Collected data
::::

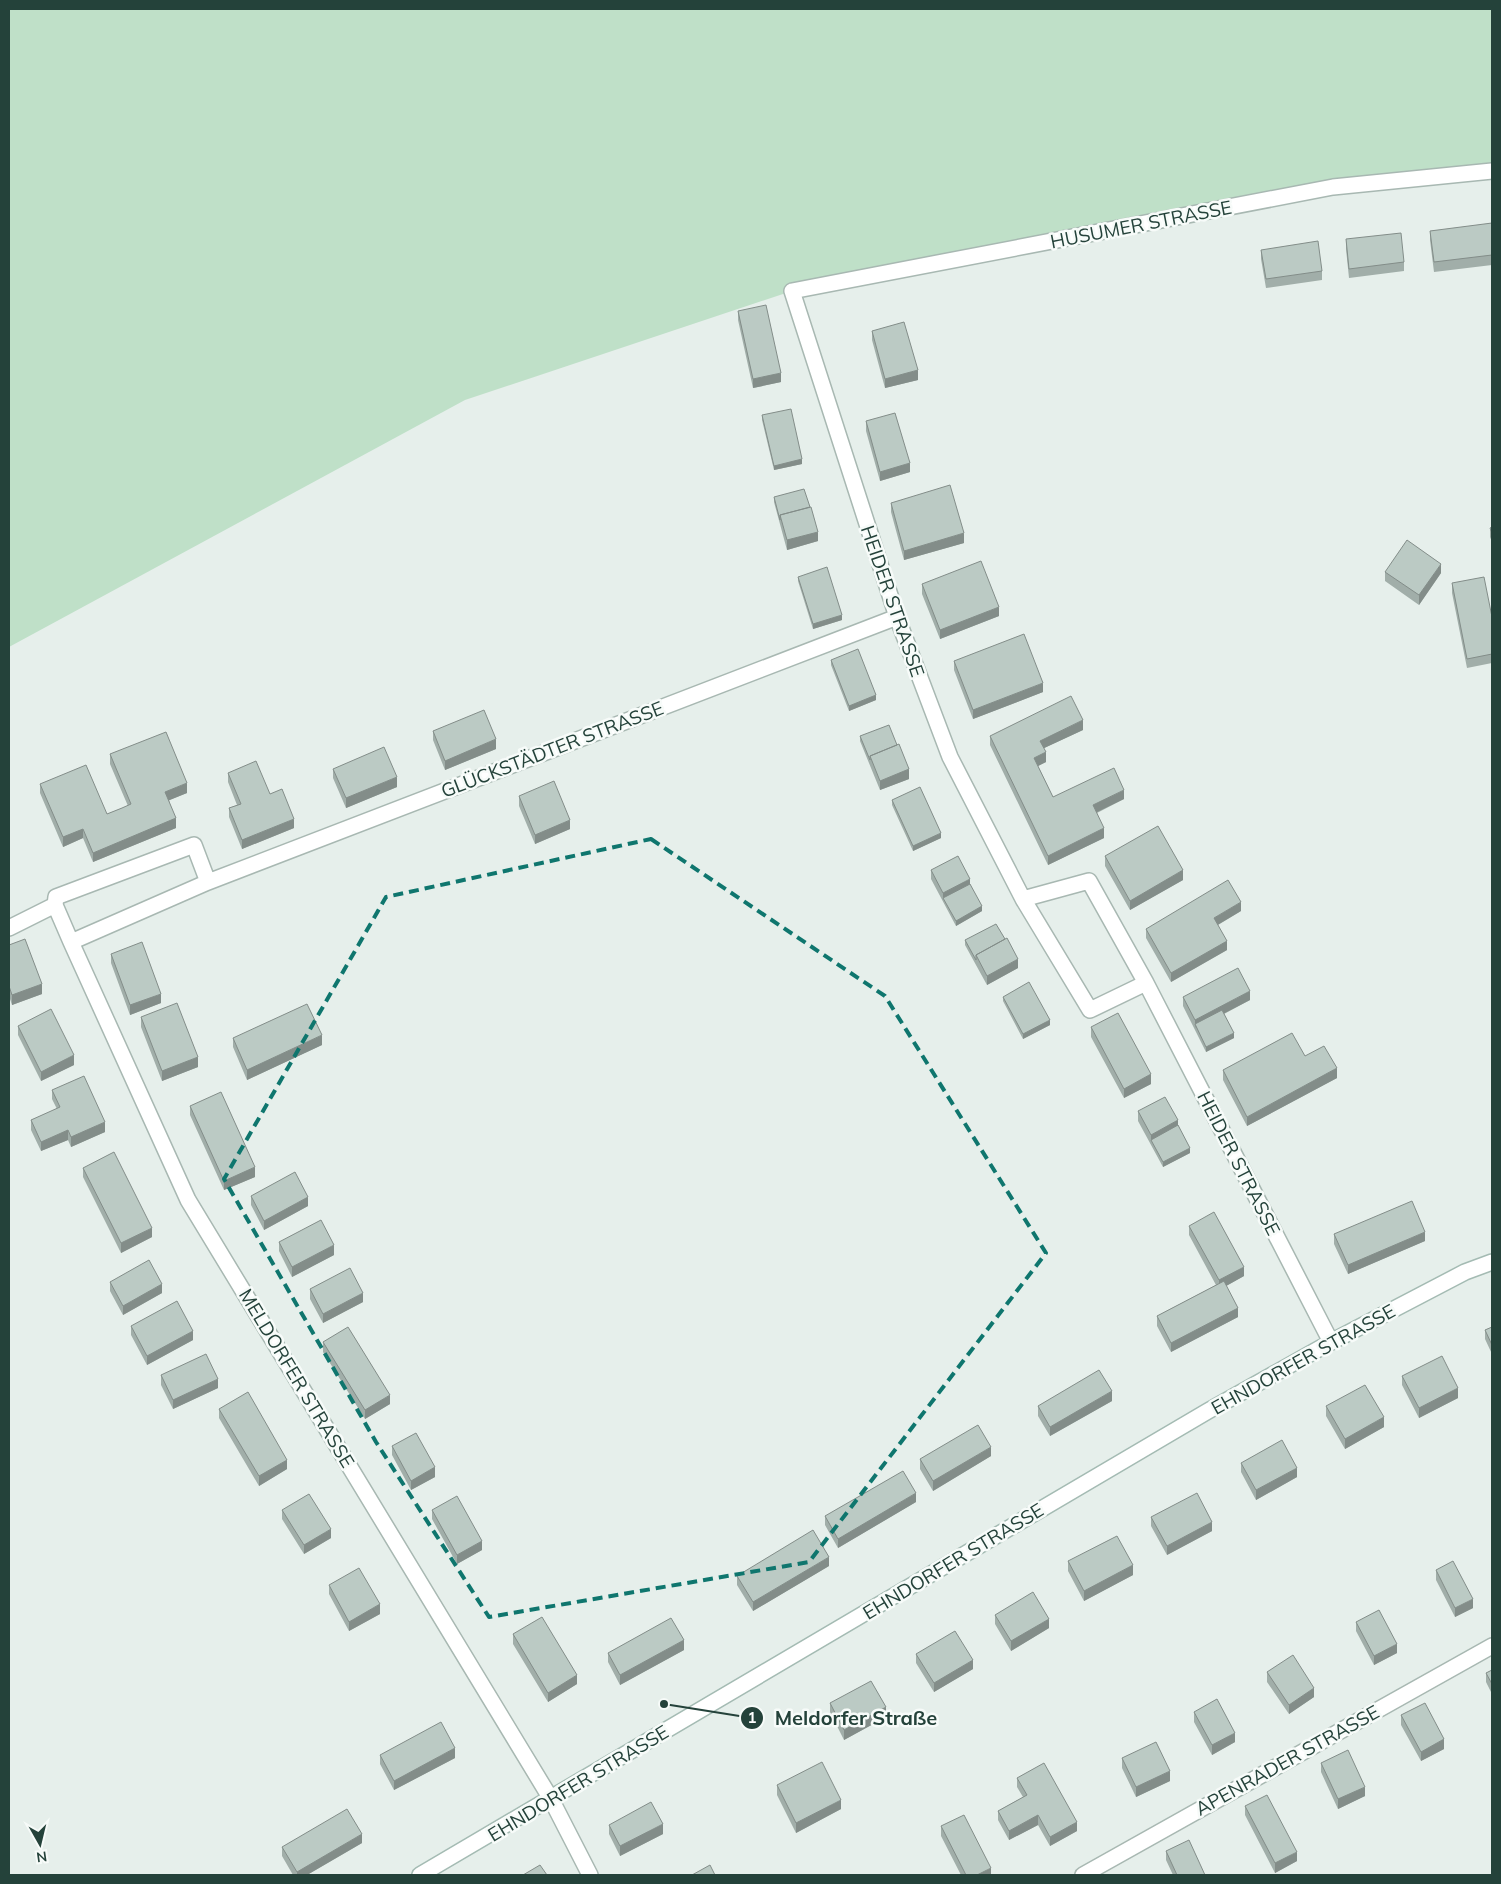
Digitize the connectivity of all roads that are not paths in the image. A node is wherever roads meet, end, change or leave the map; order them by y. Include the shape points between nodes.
1 (1492, 171) edge
2 (792, 291) joint
3 (897, 617) junction
4 (208, 882) junction
5 (1023, 899) junction
6 (55, 905) junction
7 (9, 928) edge
8 (71, 942) junction
9 (1146, 984) junction
10 (1492, 1262) edge
11 (1331, 1342) junction
12 (1492, 1646) edge
13 (551, 1799) junction
14 (420, 1875) edge
15 (590, 1875) edge
16 (1083, 1875) edge

1 - 2 street, HUSUMER STRASSE via 1333,187
2 - 3 street, HEIDER STRASSE
3 - 4 street, GLÜCKSTÄDTER STRASSE
3 - 5 street, HEIDER STRASSE via 950,757
4 - 6 street via 194,845 56,897
4 - 8 street, GLÜCKSTÄDTER STRASSE
5 - 9 street, HEIDER STRASSE via 1089,881
5 - 9 street, HEIDER STRASSE via 1090,1010
6 - 7 street
6 - 8 street
8 - 13 street, MELDORFER STRASSE via 188,1200
9 - 11 street, HEIDER STRASSE
10 - 11 street, EHNDORFER STRASSE via 1465,1272
11 - 13 street, EHNDORFER STRASSE via 1208,1411
12 - 16 street, APENRADER STRASSE
13 - 14 street, EHNDORFER STRASSE
13 - 15 street, MELDORFER STRASSE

::::

▸ **TASK REQUIREMENTS**:
Of the lines above, copy each that contains "GLÜCKSTÄDTER".

▸ **RESULT FOR THIS EXERCISE**:
3 - 4 street, GLÜCKSTÄDTER STRASSE
4 - 8 street, GLÜCKSTÄDTER STRASSE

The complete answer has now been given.